Artists matter
more than inspirational
This is a repost from 4 August 2024. Enjoy!
I am deeply inspired and moved by artists. The works of painters like El Greco; draftsmen like Menzel; illustrators like Elmore; and architects like Boromini do more than strike a chord with me. Art can arrest me in a way that almost nothing else can. Once I had a taste of what art can do for the soul, the idea of living without art was, to quote Vizzini, inconceivable.
The word I usually employ when I come across art that moves me is striking. Frederick’s Monk by the Sea, Goya’s The Third of May 1808, and the Cretan fresco called Bull-leaping are all striking. They take my breath away. And it’s almost never a “one-off”: if one artwork from an artist strikes me, it’s almost a guarantee that other pieces from their body of work will also strike me.
It is difficult for me to look at the work of these painters without wanting to make art myself. But they do more than inspire me to paint; these great artists give me permission to paint.
Consider Vermeer’s Girl with a Pearl Earing. At first glance, this is a wholly representational and realistic painting, which is in keeping with both Vermeer’s other paintings (remember the maps?) and the overall genre of the Northern Renaissance painters. But once you move from her face to her turban or to her chemise, it becomes evident that this is a painting.

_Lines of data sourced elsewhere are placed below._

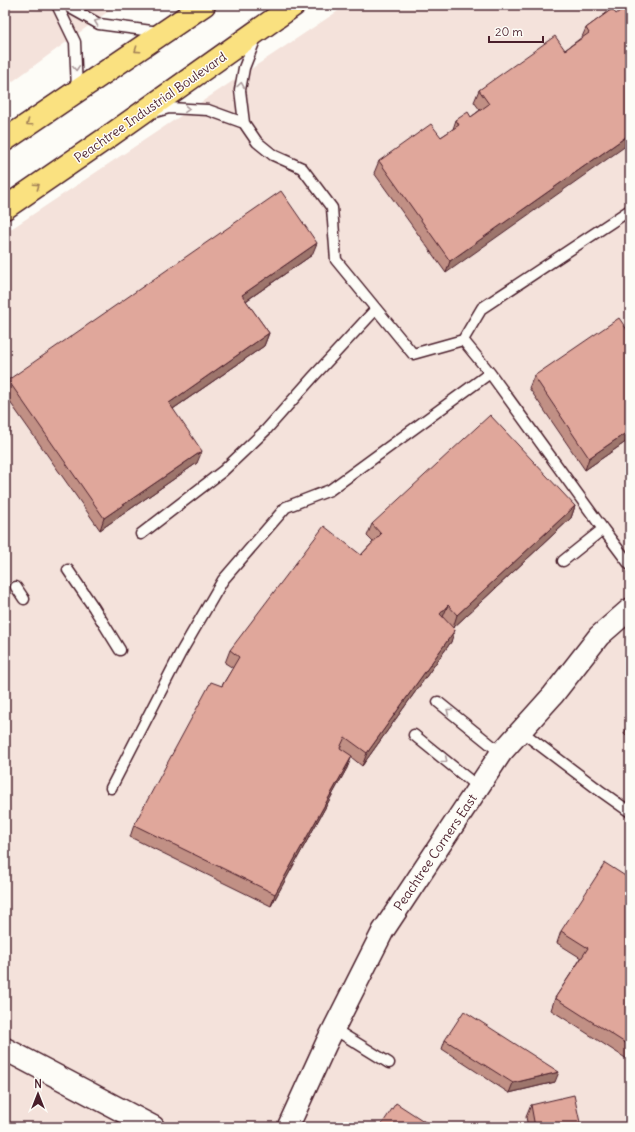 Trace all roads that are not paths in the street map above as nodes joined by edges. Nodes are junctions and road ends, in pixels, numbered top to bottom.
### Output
1 (57, 5) edge
2 (65, 5) edge
3 (204, 5) edge
4 (294, 5) edge
5 (259, 30) junction
6 (163, 32) junction
7 (77, 91) junction
8 (136, 118) junction
9 (244, 123) junction
10 (5, 140) edge
11 (5, 208) edge
12 (630, 210) edge
13 (376, 309) junction
14 (463, 340) junction
15 (490, 373) junction
16 (603, 529) junction
17 (142, 534) dead end
18 (563, 561) dead end
19 (630, 565) edge
20 (68, 570) dead end
21 (16, 587) dead end
22 (24, 599) dead end
23 (630, 609) edge
24 (120, 650) dead end
25 (438, 702) dead end
26 (521, 731) junction
27 (414, 735) dead end
28 (501, 753) junction
29 (478, 787) junction
30 (111, 788) dead end
31 (630, 812) edge
32 (334, 1029) junction
33 (5, 1049) edge
34 (389, 1063) dead end
35 (153, 1127) edge
36 (288, 1127) edge

1 -> 7 lane
6 -> 2 lane
3 - 6 highway
4 - 5 highway, Peachtree Industrial Boulevard
5 - 8 highway, Peachtree Industrial Boulevard
9 -> 5 lane
6 -> 7 highway
7 -> 10 highway
8 -> 9 lane
11 -> 8 highway, Peachtree Industrial Boulevard
9 - 13 lane
12 - 14 lane
13 - 14 lane
13 - 17 lane
14 - 15 lane
15 - 16 lane
15 - 30 lane
16 - 18 lane
16 - 19 lane
20 - 24 lane
21 - 22 lane
23 - 26 street, Peachtree Corners East
28 -> 25 lane
26 - 28 street, Peachtree Corners East
26 - 31 lane
27 -> 29 lane
28 - 29 street, Peachtree Corners East
29 - 32 street, Peachtree Corners East
32 - 34 lane
32 - 36 street, Peachtree Corners East
33 - 35 street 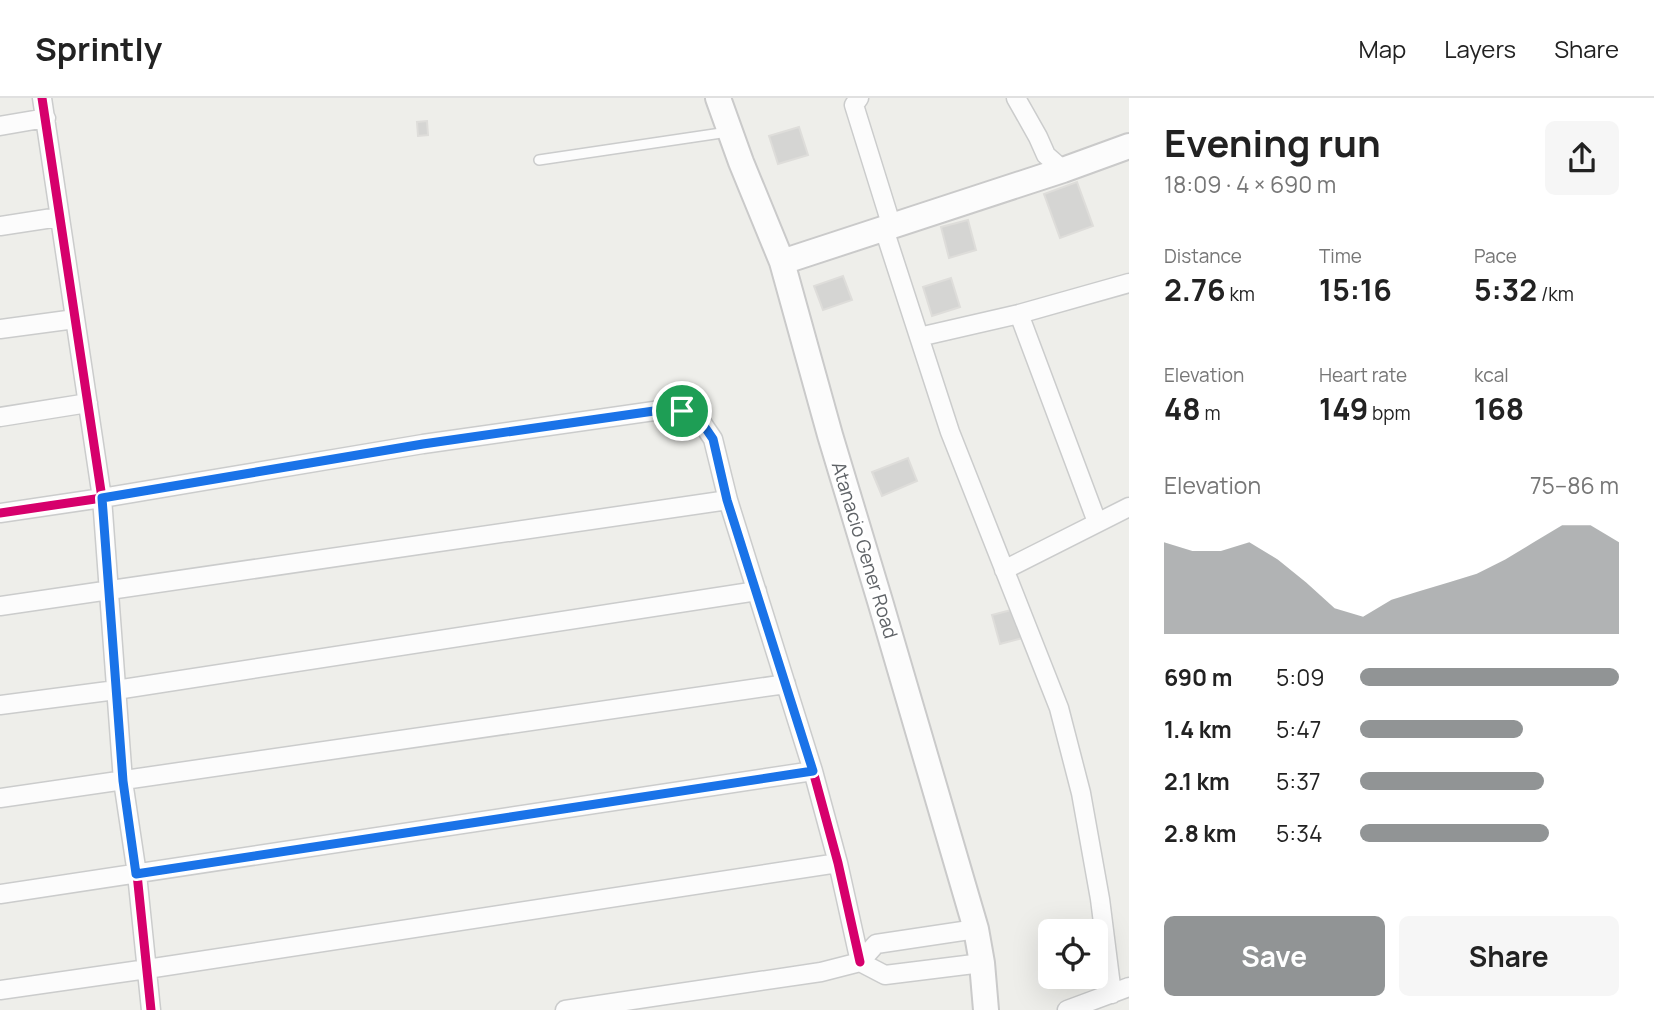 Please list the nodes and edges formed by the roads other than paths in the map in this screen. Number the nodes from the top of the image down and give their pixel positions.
1 (42, 98) edge
2 (718, 98) edge
3 (859, 98) edge
4 (1016, 98) edge
5 (46, 118) junction
6 (0, 126) edge
7 (729, 132) junction
8 (1129, 146) edge
9 (539, 160) dead end
10 (1063, 170) junction
11 (59, 217) junction
12 (0, 226) edge
13 (888, 228) junction
14 (782, 261) junction
15 (1129, 283) edge
16 (1019, 314) junction
17 (75, 319) junction
18 (0, 329) edge
19 (919, 337) junction
20 (88, 403) junction
21 (0, 417) edge
22 (102, 498) junction
23 (727, 500) junction
24 (1129, 507) edge
25 (0, 513) edge
26 (1097, 522) junction
27 (1004, 570) junction
28 (109, 590) junction
29 (757, 591) junction
30 (0, 606) edge
31 (786, 684) junction
32 (116, 690) junction
33 (0, 705) edge
34 (813, 771) junction
35 (123, 781) junction
36 (0, 798) edge
37 (838, 863) junction
38 (136, 874) junction
39 (0, 894) edge
40 (975, 929) junction
41 (860, 962) junction
42 (982, 964) junction
43 (147, 969) junction
44 (0, 990) edge
45 (1121, 991) edge
46 (151, 1010) edge
47 (565, 1010) edge
48 (986, 1010) edge
49 (1067, 1010) edge

1 - 5 street
2 - 7 main road, Atanacio Gener Road
3 - 13 street
4 - 10 street
5 - 6 street
5 - 11 street
7 - 9 lane
7 - 14 main road, Atanacio Gener Road
8 - 10 main road
10 - 13 main road
11 - 12 street
11 - 17 street
13 - 14 main road
13 - 19 street
14 - 40 main road, Atanacio Gener Road
15 - 16 street
16 - 19 street
16 - 26 street
17 - 18 street
17 - 20 street
19 - 27 street
20 - 21 street
20 - 22 street
22 - 23 street
22 - 25 street
22 - 28 street
23 - 28 street
23 - 29 street
24 - 26 street
26 - 27 street
27 - 45 street
28 - 30 street
28 - 32 street
29 - 31 street
29 - 32 street
31 - 34 street
31 - 35 street
32 - 33 street
32 - 35 street
34 - 37 street
34 - 38 street
35 - 36 street
35 - 38 street
37 - 41 street
37 - 43 street
38 - 39 street
38 - 43 street
40 - 41 street
40 - 42 main road, Atanacio Gener Road
41 - 42 street
41 - 47 street
42 - 48 main road, Atanacio Gener Road
43 - 44 street
43 - 46 street
45 - 49 street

I’m not trying to expertly point out the obvious, here: of course it’s a painting. But compare her turban to that of Van Eyck’s (purported) self-portrait:
The turban in the Van Eyck portrait is far more finished than that of the girl with the pearl earring. It is, to use contemporary parlance, more rendered. The turban in the Vermeer portrait, by contrast, is more “painterly”, with visible brushstrokes and abbreviated hue and value changes. Vermeer lets your mind “fill in the gaps”; Van Eyck leaves nothing to the chance of human imagination.
So, how does this give me permission? There are times when I am painting that I like something I did that either is not there in “reality”, or maybe is an accident, or - to boil it down to the core - does something to break the fourth wall between art and viewer. A part of me wants to conceal such “blemishes”; but I really like them. Artists, like Vermeer, give me the permission I still feel I need to let such flaws stand.

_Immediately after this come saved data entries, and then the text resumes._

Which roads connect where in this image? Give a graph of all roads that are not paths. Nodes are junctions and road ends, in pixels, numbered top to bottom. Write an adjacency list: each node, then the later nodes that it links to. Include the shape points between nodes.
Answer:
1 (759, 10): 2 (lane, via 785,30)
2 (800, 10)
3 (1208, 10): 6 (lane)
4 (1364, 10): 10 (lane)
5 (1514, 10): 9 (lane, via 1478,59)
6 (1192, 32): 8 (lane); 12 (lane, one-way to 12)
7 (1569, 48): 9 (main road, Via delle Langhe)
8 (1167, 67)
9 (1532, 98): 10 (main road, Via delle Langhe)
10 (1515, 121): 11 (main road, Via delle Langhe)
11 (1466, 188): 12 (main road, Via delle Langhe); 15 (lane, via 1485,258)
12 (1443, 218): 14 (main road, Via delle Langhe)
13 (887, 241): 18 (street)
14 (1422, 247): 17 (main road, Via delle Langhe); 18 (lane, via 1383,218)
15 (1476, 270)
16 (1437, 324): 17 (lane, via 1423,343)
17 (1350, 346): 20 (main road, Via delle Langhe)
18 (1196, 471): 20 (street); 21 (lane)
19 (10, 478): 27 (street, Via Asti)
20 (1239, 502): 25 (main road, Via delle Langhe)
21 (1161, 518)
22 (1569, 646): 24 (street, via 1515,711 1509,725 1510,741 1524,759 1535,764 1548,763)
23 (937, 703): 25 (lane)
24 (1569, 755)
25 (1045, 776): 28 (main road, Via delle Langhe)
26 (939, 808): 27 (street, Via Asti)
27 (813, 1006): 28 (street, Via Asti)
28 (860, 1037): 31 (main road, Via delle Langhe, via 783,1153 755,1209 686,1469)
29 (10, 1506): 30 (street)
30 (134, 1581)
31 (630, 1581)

I have found that one of the keys to being an artist is knowing your tools: how does your medium work against a given ground using a specific brush with a certain type of solvent, for example. The more you know your tools, the easier (and more fun) it becomes to let your tools do their own thing.
There’s an interview/advertisement with Joseph Zbukvic where he talks about this very thing: “This is quite nice, it’s painted itself. And the more you can do that when you paint watercolor the better off you will be.“
I am still learning my tools, and I certainly have a better feel for some media than others. For example, charcoal is a medium that made sense to me the second I tried it. Watercolor, less so, but I’ve worked really hard at it. And that is where I’m at, right now, in terms of learning my tools: I’m still experimenting, learning, seeing what each can do, and working hard not so I can bend my tools to my will, but so that I can learn to work in sync with them in a truly creative process. Hopefully one day I can make art just as arresting as those of my creative heroes.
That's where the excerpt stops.